Ryana siguió andando en silencio durante un rato, rumiando sus palabras, y la Guardiana no interfirió en su meditación. Por fin, la muchacha dijo:

– Jamás había considerado la posibilidad de que Sorak pudiera cambiar de un modo que lo hiciera totalmente distinto. Si ése fuera el caso, supongo que mis propias ideas sobre la cuestión, mis propios sentimientos, dependerían de que tal cambio redundara o no en su beneficio; es decir, en beneficio de todos vosotros.

– No quisiera ser dura -intervino la Guardiana-, pero considera también que es el Sorak que conoces ahora el que te ama. Yo comprendo ese amor, y soy capaz de compartirlo hasta cierto punto, pero yo no podría quererte del modo en que lo hace él. Quizá sea porque soy mujer y mi naturaleza me impide amar a otra de mi sexo. Si Sorak cambiara en la forma que estamos debatiendo, tal vez ese amor cambiaría igualmente. Pero también debes tener en cuenta a los otros. Si bien Eyron es hombre, piensa en ti como una amiga, no como una amante. La Centinela no te ama y jamás podría hacerlo. Al Vagabundo le resultas indiferente, aunque no por alguna falta tuya; simplemente el Vagabundo es el Vagabundo, y no es muy dado a tales emociones. Lo mismo sucede con la Sombra. A Kivara la fascinan las sensaciones y experiencias nuevas, por lo que probablemente no se negaría a una relación física contigo, pero sería una amante voluble y despreocupada. Y están todos los otros, cuyos sentimientos y formas de pensar contribuirían a la creación del nuevo Sorak del que hablamos. Es posible que este nuevo Sorak ya no te amara.

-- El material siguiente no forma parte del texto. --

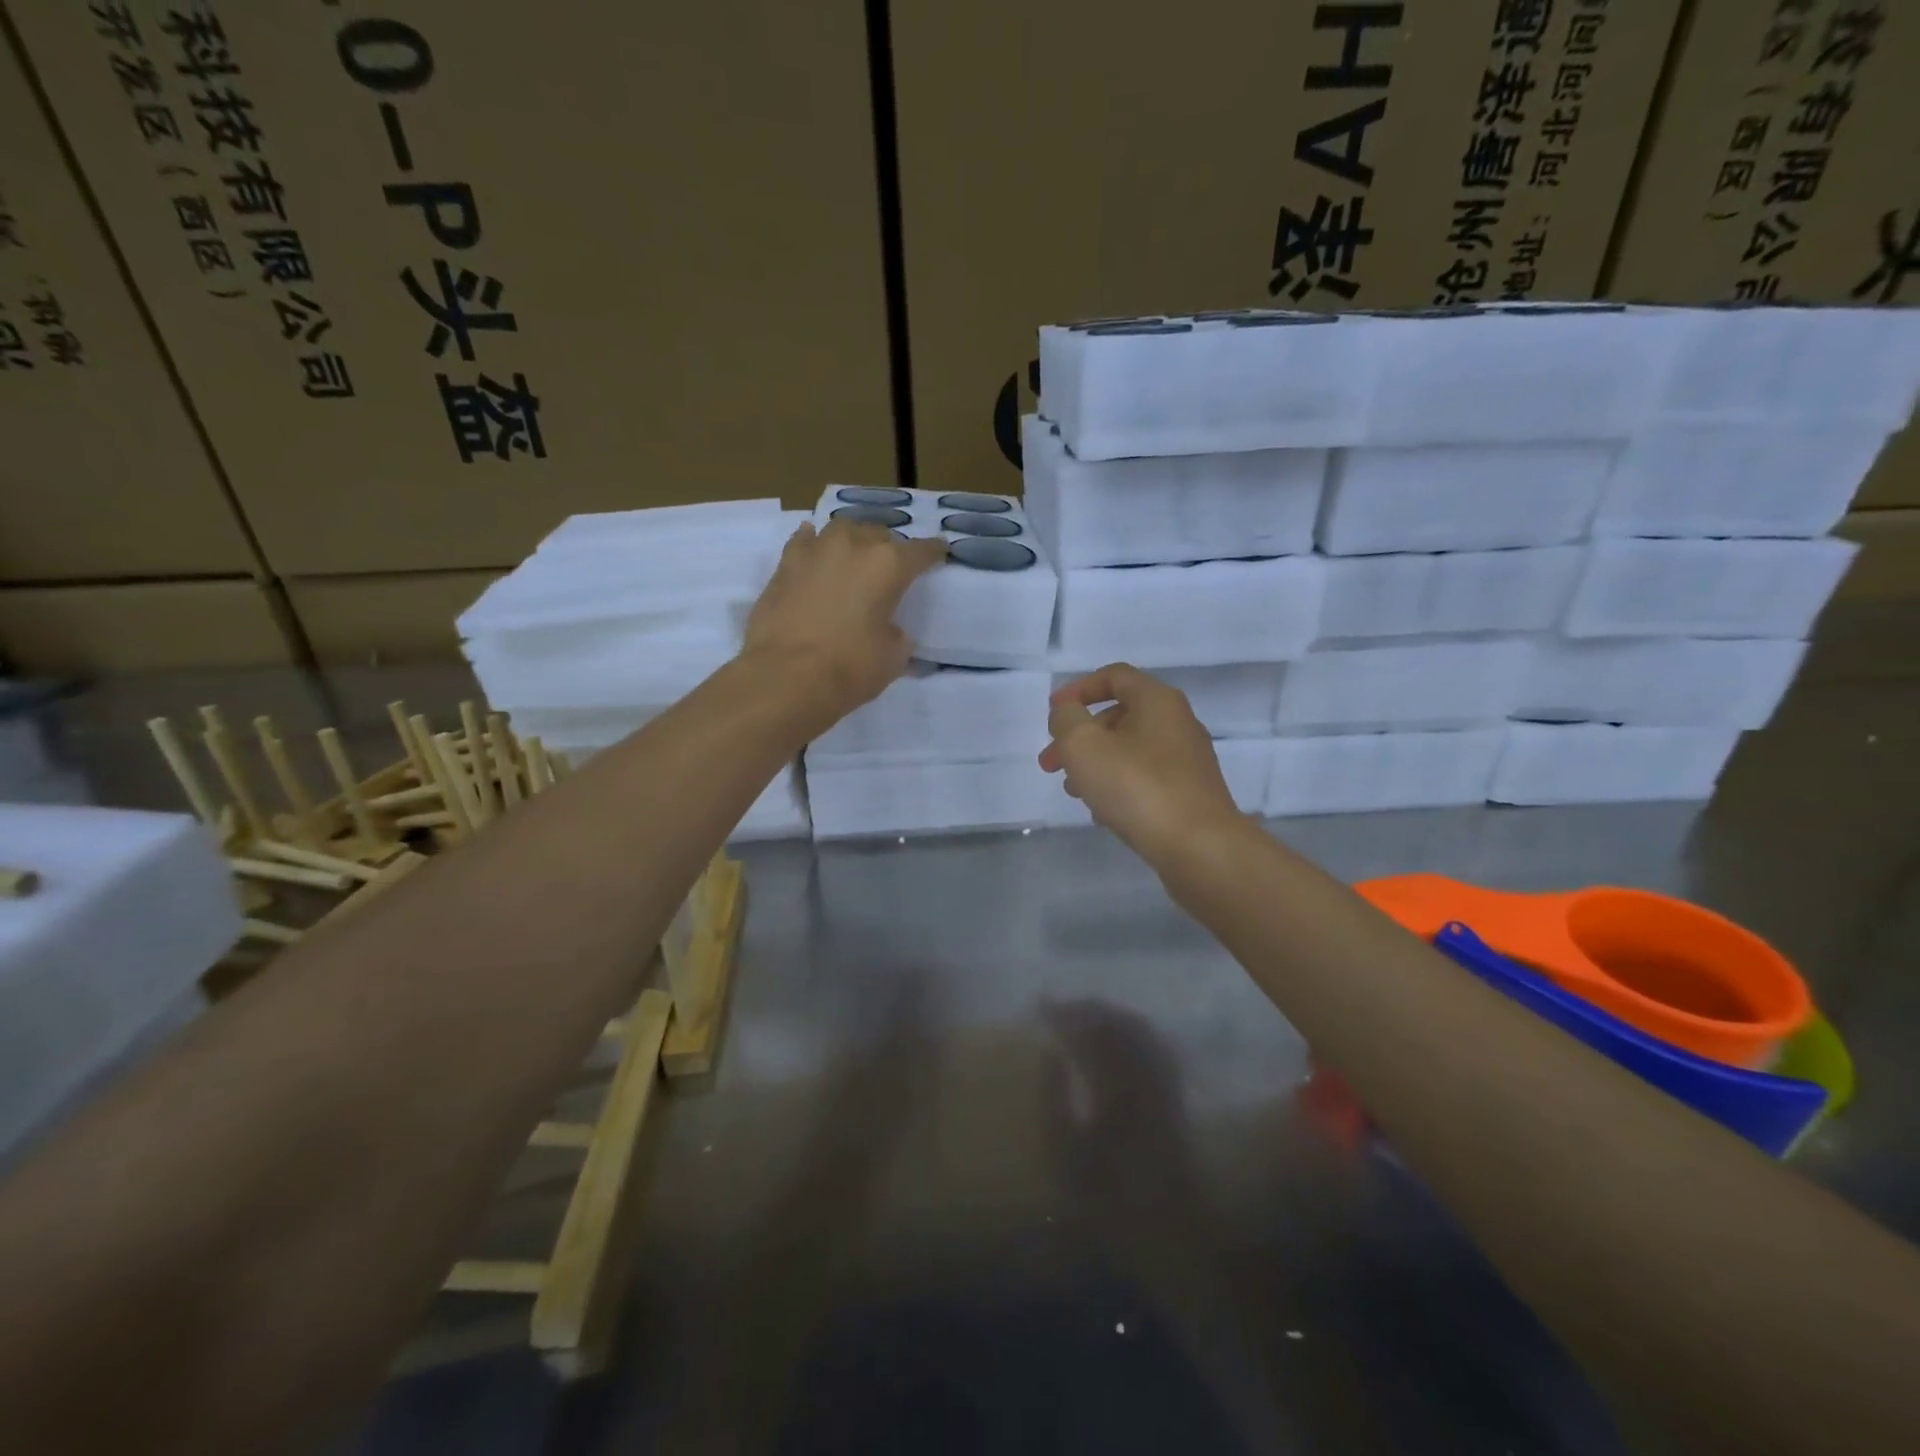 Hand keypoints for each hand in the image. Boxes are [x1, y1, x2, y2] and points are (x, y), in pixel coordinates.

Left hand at [741, 519, 945, 727]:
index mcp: (888, 566)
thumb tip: (890, 630)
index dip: (932, 552)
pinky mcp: (784, 565)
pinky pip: (805, 541)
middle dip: (888, 548)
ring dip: (852, 540)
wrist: (786, 677)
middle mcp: (853, 546)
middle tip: (890, 568)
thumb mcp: (892, 657)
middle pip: (878, 534)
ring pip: (841, 529)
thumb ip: (897, 636)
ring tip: (854, 555)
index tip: (939, 552)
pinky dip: (814, 544)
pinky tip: (815, 551)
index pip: (920, 551)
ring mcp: (815, 551)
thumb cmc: (850, 668)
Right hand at [1039, 664, 1241, 856]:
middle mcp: (1178, 724)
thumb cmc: (1137, 787)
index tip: (1052, 711)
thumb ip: (1066, 720)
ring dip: (1095, 764)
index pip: (1114, 676)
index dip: (1078, 689)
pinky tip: (1103, 813)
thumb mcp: (1084, 745)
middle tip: (1051, 764)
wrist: (1199, 848)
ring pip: (1130, 751)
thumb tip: (1068, 714)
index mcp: (1157, 701)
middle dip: (1079, 737)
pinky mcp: (1190, 794)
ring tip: (1073, 792)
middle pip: (1119, 717)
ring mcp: (1187, 761)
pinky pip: (1145, 779)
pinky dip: (1118, 787)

– Si el cambio lo beneficiara a él -Ryana se humedeció los labios-, si os beneficiara a todos, y lo hiciera feliz a él, yo lo aceptaría, sin importar el sufrimiento que pudiera causarme.

– Bueno, estamos hablando de algo que a lo mejor no sucede jamás -respondió la Guardiana-. La primera vez que hablamos de tu amor por Sorak, te llamé egoísta y te acusé de pensar sólo en ti. Fui desagradable y ahora lo lamento, porque ahora sé que no eres nada de eso. Y lo que voy a decir lo digo no por mí, sino por tu bien. Anhelar algo que tal vez nunca llegue es como poner los cimientos en una ciénaga. Es más que probable que tus esperanzas se hundan en el cenagal. Sé que esto es más fácil de decir que de hacer, pero, si pudieras intentar aprender a querer a Sorak como un amigo, un hermano, quizás evitarías que se te parta el corazón suceda lo que suceda en el futuro.

– Tienes razón -repuso Ryana-. Es más fácil de decir que de hacer. Ojalá no fuera así.

Siguieron viajando durante todo el día, deteniéndose de vez en cuando a descansar, y el viaje transcurrió, en su mayor parte, sin incidentes. A medida que avanzaba la jornada, la temperatura fue subiendo sin pausa, y el oscuro sol athasiano empezó a caer a plomo sobre ellos, inmisericorde. Sorak volvió a salir al exterior y la acompañó el resto del trayecto, aunque la Guardiana le impidió recordar la última parte de su conversación; de todos modos la conversación se fue tornando más escasa entre ambos, a fin de conservar las energías para el largo trayecto que tenían por delante.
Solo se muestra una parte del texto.